**Exercise requirements:** Go through the entries, filter for the word "image", and copy every line that has it.

**Material provided:**
<<<<

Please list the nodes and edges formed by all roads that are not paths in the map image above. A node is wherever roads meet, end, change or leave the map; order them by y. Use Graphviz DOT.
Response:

>>>>
<<<<

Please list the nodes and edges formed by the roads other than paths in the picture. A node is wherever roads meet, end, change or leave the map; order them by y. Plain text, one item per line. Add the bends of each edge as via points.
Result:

>>>>
<<<<

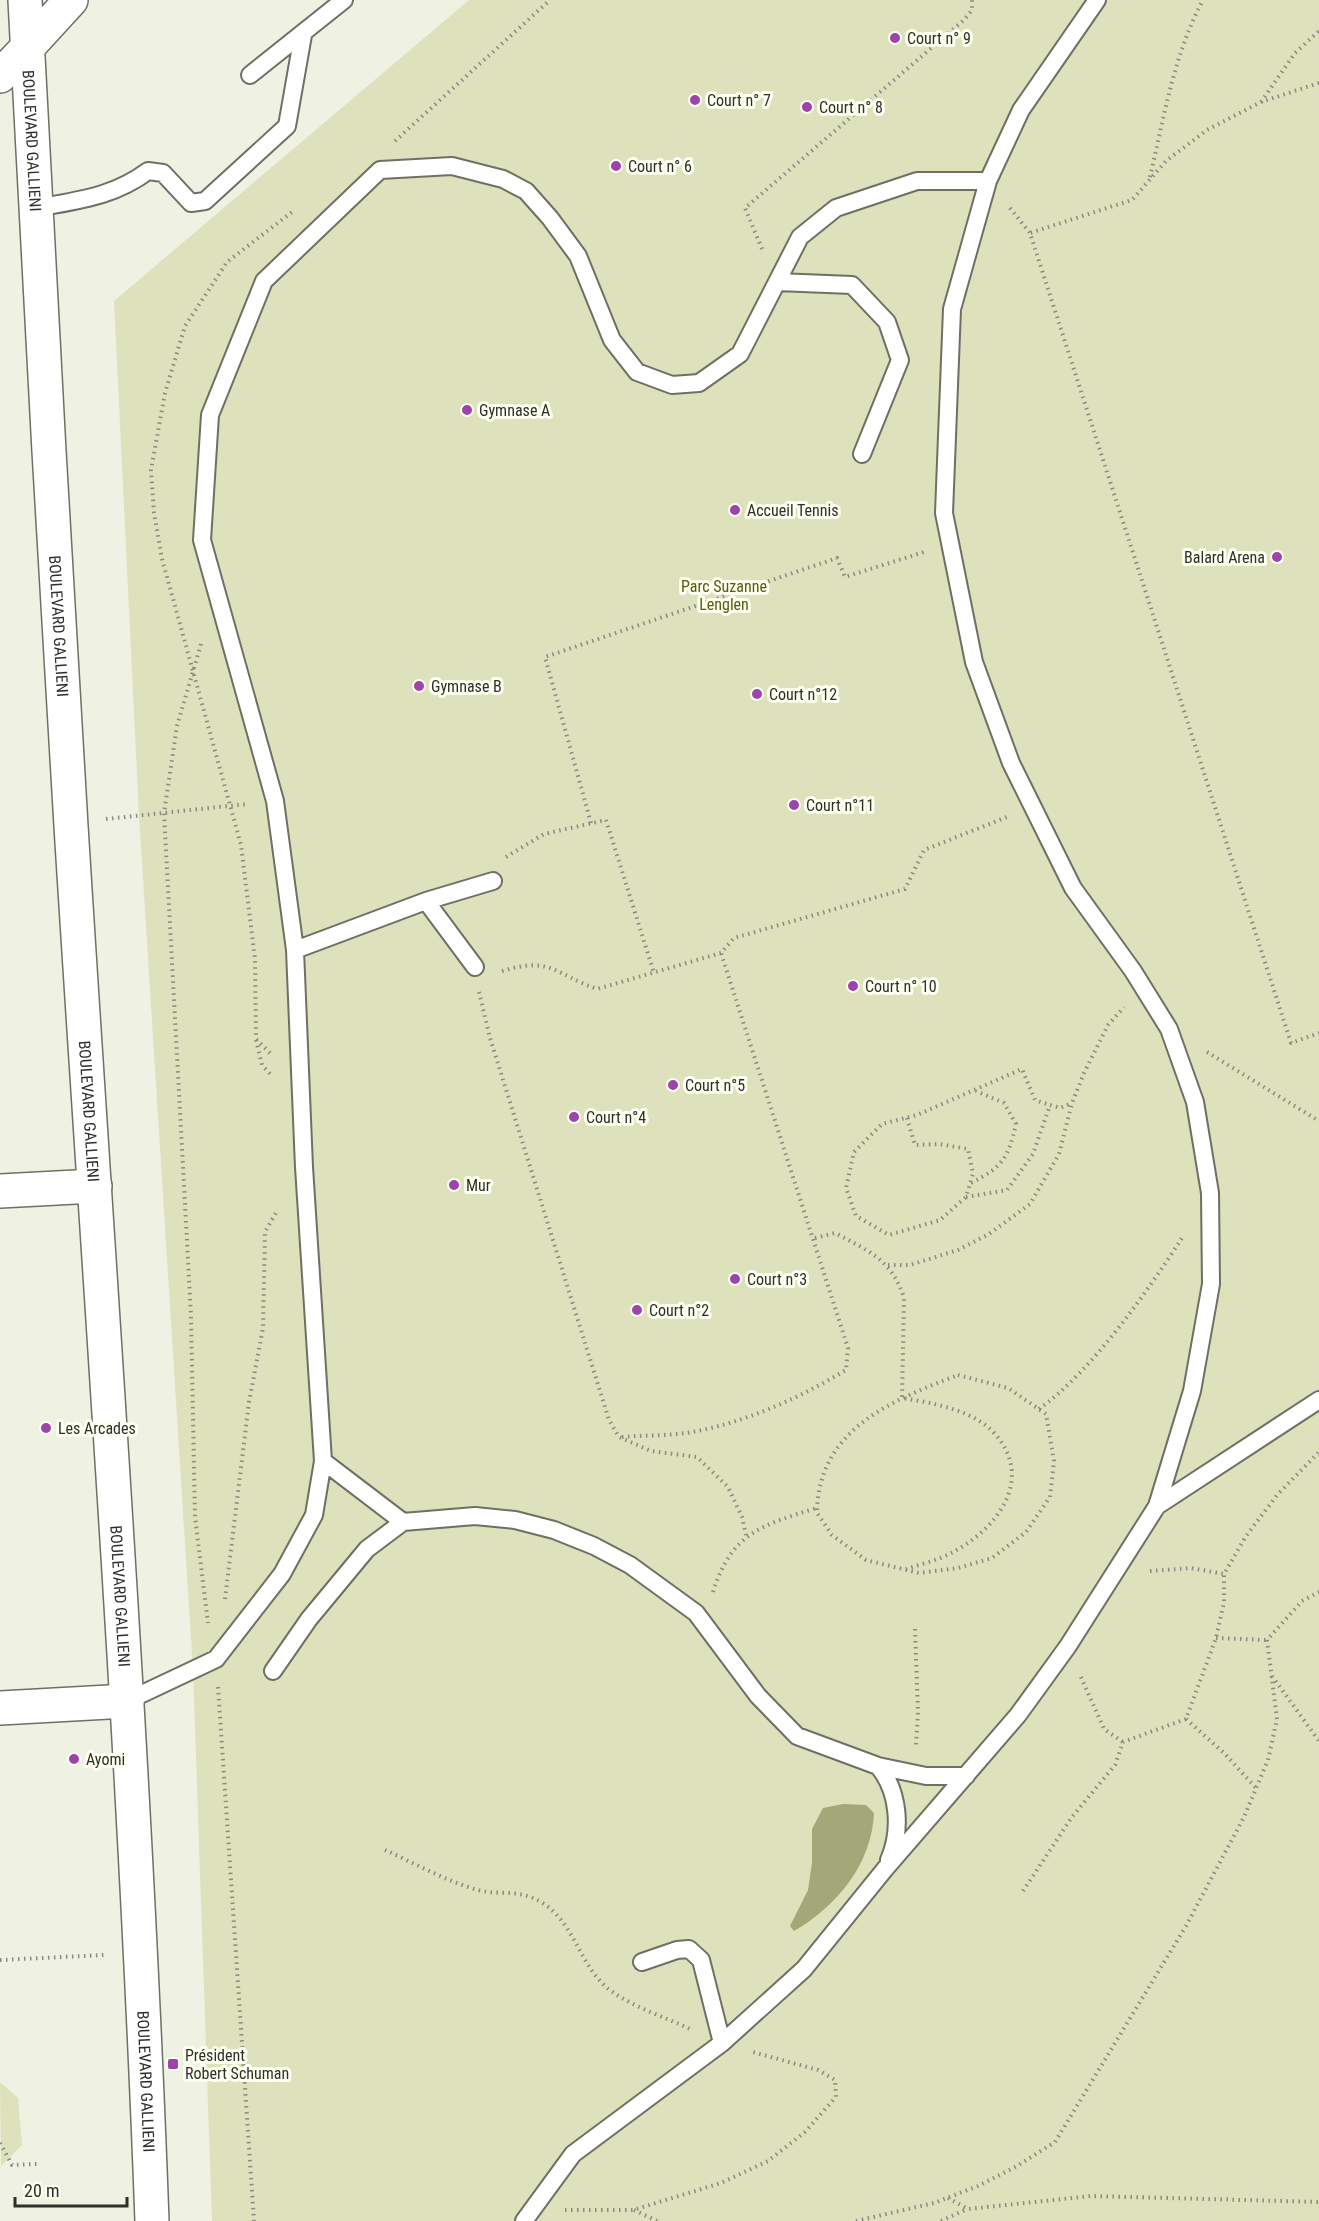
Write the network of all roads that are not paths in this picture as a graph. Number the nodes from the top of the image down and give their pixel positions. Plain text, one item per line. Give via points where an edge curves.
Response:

>>>>

**Your response:**
Please list the nodes and edges formed by all roads that are not paths in the map image above. A node is wherever roads meet, end, change or leave the map; order them by y. Use Graphviz DOT.
Write the network of all roads that are not paths in this picture as a graph. Number the nodes from the top of the image down and give their pixel positions. Plain text, one item per line. Give via points where an edge curves.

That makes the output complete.